Thursday, 11 August 2016

Sunday's Coming: York

It’s not been the best of starts to the Super 8s for York. Caught in the middle of a frankly bonkers ground share agreement, owner John Guildford pulled the plug in what looked like an assisted suicide and left League in the city staring into the abyss.

With all contracts void and all players confirmed as free-agents, their opening game against Doncaster was summarily postponed while the RFL thrashed out a ‘rescue’ that would see the Knights play out the season as a takeover bid continues in the background.

Whilst the team did make it to Toulouse (going down to a creditable defeat), Only 15 players made the trip to France as work commitments, family matters, walk-outs, and injuries picked James Ford’s side apart.

At the time, Ford said: “Off the field that’s nothing to do with me. I’m not sure what’s happening. I have to manage these boys and get the best out of them. But if they turn up for me and show that endeavour and desire for me and for each other, then I will work damn hard for them.”

But ‘off the field’ does have an impact. The Knights have a contract with the council which entitles them to play matches at Bootham Crescent as part of the deal on the council's delayed community stadium scheme. But the council have a separate deal - with, it seems, different terms - with York City Football Club, which has added a whole new layer of complexity and uncertainty to what (to an outside observer) looks like a farce.

Even with a delicate equilibrium established, last week’s game against Barrow came close to
being moved to Castleford when the council/football axis demanded that the game be played at noon, rather then 3pm to appease the terms of the football club’s agreement. Barrow refused to travel early and- after much wrangling - it was agreed on a 2pm kick-off. All that hassle to save an hour. Someone needs to knock some heads together.

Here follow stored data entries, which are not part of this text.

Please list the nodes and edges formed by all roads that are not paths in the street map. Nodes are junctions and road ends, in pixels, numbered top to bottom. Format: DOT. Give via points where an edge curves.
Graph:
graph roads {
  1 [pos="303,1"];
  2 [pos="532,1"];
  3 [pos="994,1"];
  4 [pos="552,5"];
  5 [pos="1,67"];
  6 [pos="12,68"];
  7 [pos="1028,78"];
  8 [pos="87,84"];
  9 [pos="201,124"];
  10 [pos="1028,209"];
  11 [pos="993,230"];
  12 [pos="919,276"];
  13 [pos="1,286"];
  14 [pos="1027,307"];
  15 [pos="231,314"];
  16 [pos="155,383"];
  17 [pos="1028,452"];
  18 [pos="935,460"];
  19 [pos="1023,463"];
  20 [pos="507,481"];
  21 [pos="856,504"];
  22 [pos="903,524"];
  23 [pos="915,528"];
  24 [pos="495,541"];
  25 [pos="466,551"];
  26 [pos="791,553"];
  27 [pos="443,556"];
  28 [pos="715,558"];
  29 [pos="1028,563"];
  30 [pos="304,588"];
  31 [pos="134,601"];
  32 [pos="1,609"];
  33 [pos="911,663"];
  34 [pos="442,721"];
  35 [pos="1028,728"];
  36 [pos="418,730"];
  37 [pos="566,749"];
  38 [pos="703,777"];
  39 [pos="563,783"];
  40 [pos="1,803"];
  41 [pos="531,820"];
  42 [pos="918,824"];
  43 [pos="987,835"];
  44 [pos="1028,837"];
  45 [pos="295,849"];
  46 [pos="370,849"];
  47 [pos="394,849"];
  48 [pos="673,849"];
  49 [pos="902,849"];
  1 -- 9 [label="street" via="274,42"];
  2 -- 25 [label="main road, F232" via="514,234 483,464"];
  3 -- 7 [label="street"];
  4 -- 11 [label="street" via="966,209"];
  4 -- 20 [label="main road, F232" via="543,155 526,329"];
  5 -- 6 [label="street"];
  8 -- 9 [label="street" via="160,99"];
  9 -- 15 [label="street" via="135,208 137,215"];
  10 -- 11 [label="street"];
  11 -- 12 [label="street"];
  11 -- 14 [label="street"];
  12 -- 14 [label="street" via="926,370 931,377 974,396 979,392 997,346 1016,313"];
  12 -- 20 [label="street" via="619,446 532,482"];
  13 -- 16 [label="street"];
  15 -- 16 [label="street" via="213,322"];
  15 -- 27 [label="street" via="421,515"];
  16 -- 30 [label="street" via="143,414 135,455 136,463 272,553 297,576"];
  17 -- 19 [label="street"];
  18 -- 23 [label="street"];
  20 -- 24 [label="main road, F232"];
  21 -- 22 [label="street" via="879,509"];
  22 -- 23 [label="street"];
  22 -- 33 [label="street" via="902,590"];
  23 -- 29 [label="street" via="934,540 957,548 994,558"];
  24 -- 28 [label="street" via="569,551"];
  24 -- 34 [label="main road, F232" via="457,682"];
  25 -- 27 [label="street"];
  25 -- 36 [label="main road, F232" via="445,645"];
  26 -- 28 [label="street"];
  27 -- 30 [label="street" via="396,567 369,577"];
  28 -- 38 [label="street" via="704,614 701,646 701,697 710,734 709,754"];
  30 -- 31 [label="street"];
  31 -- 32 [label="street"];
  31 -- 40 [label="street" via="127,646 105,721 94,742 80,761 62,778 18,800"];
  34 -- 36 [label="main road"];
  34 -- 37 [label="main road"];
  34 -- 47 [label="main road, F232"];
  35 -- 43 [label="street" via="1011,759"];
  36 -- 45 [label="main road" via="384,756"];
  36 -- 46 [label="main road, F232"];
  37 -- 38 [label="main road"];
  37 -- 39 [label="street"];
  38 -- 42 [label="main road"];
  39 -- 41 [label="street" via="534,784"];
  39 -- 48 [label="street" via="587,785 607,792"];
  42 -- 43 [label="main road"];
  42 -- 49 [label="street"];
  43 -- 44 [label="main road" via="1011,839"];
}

As it was, the game ended with York’s 11th straight defeat to Barrow - a proper bogey-team run stretching back to 2007 - as the knights went down 20-6. York now lie in fifth only one-point above sixth-placed Hunslet.

After the defeat to in-form Barrow, Ford was scathing in his criticism of some of his players: “… there were a couple of performances that fell a bit below the standards at this club. Barrow played with some decent shape and they have some huge middles who get them tempo, and Jamie Dallimore is a good half. But there were some really poor efforts individually from one or two (York) blokes on the edges, with one or two taking some soft options.”

After an arm-wrestle of a game, the Raiders ran away with the game, with three tries in the last nine minutes.

Hornets come into the game on the back of another gritty, grafting win - having seen-off a stubborn 12-man Keighley. Having overcome the initial urge to force play to the edges, Hornets settled the ship and put in a solid second half. Interestingly, in a game where the opposition was a winger short, all three Hornets tries came from forwards running hard at close range: proof that sometimes you just have to hit a tricky problem with something hard and heavy.

Hornets’ win did see another achievement box ticked for the season: a top five playoff place now guaranteed. And a win on Sunday effectively kills off York’s chance of finishing second. Onwards and upwards: see you Sunday.